▶ **Your task**: Each line below that includes the word "graph" is to be reported.

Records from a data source

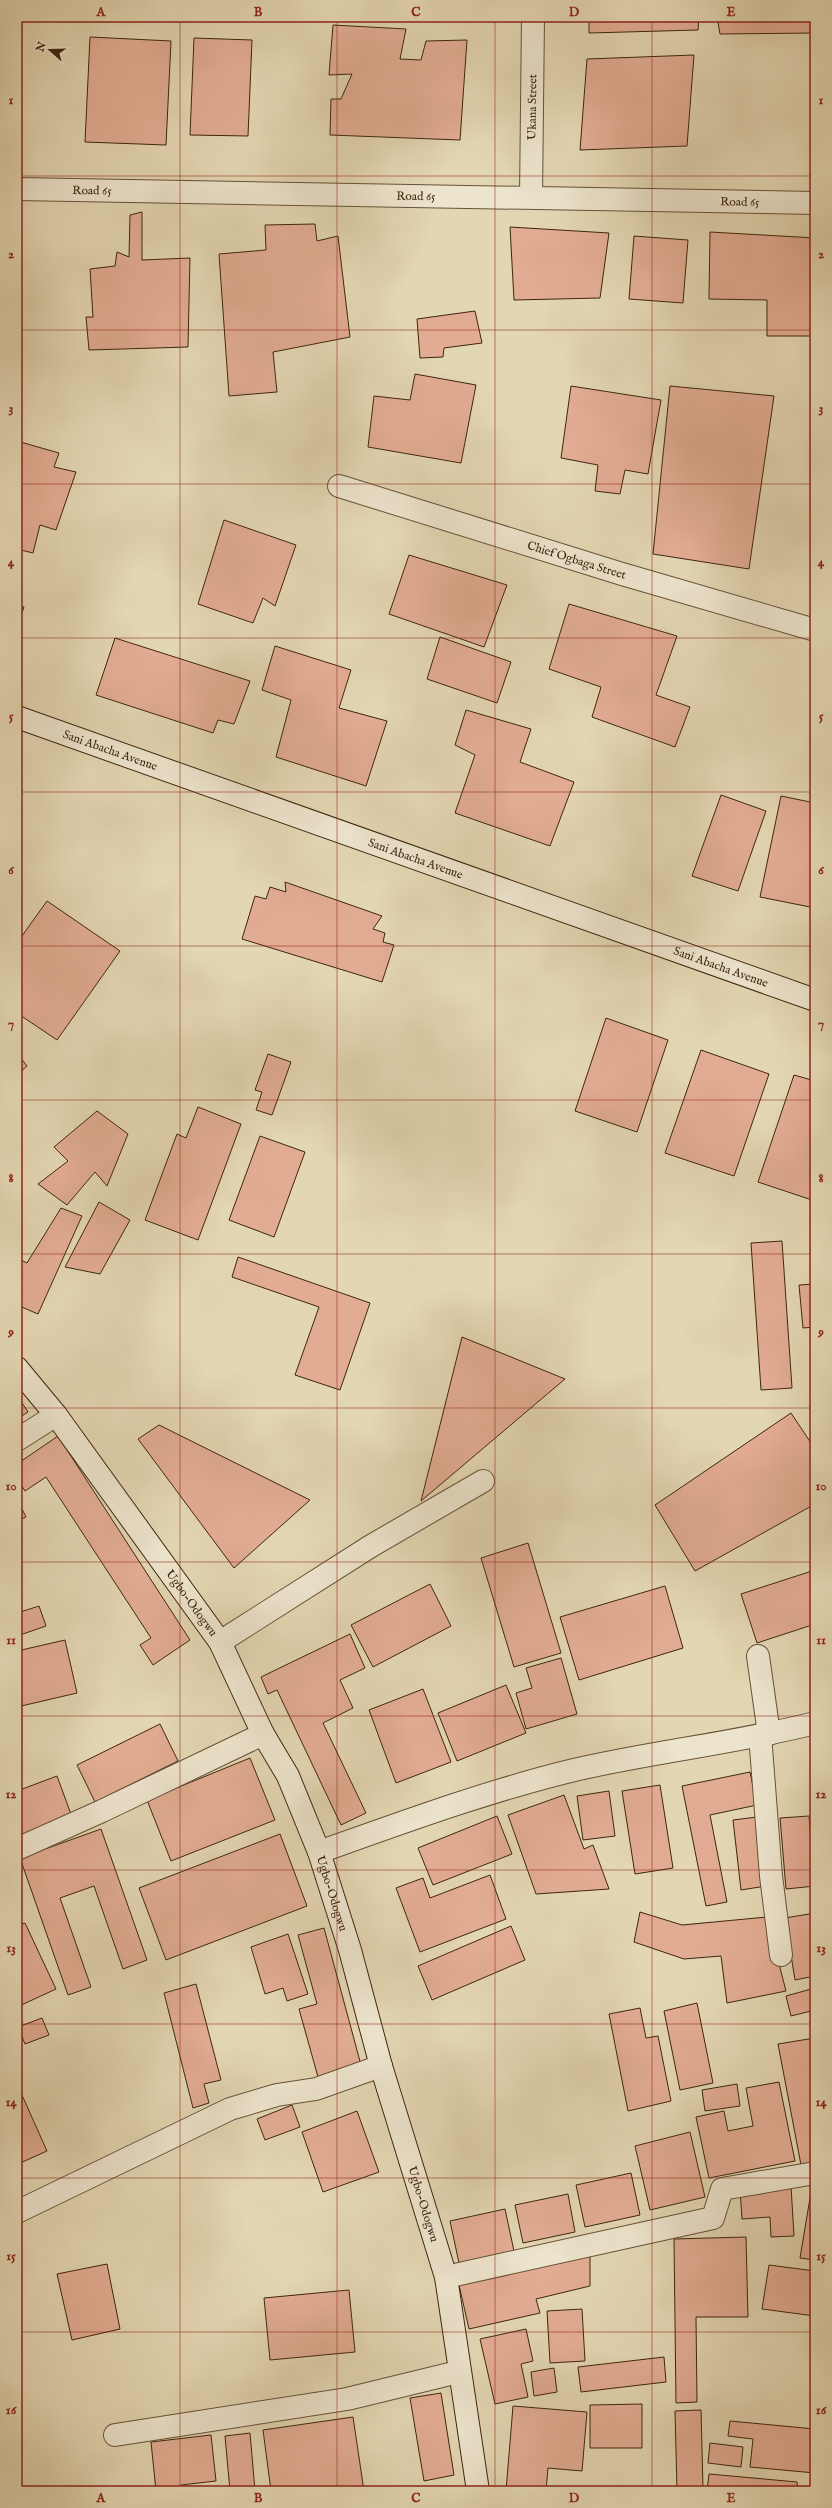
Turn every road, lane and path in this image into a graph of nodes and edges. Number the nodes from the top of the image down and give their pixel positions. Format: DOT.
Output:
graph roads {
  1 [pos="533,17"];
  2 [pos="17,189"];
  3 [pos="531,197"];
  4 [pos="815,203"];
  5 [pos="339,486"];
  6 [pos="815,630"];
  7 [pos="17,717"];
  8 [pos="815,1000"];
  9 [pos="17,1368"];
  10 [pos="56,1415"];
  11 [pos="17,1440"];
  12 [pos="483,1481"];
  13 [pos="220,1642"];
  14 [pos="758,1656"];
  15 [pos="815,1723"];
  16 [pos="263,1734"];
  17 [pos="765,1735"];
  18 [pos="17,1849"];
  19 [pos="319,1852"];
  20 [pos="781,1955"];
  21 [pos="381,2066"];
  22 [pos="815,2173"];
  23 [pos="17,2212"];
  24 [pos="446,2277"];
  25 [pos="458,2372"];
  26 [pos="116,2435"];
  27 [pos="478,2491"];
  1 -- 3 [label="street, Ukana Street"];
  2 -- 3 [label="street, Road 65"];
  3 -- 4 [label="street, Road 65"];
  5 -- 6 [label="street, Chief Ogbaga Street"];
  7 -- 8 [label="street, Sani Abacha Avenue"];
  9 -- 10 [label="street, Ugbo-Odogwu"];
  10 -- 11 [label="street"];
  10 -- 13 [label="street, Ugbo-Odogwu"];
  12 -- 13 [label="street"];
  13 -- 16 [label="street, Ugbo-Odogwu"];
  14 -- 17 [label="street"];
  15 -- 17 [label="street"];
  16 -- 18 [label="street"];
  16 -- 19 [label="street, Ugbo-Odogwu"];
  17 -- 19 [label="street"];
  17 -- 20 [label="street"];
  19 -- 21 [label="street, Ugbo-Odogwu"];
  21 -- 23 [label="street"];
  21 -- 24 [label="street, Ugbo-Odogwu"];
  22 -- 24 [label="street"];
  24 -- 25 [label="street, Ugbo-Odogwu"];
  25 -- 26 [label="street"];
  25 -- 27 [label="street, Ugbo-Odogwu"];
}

▶ **Exercise answer**:
Turn every road, lane and path in this image into a graph of nodes and edges. Number the nodes from the top of the image down and give their pixel positions. Format: DOT.
graph roads {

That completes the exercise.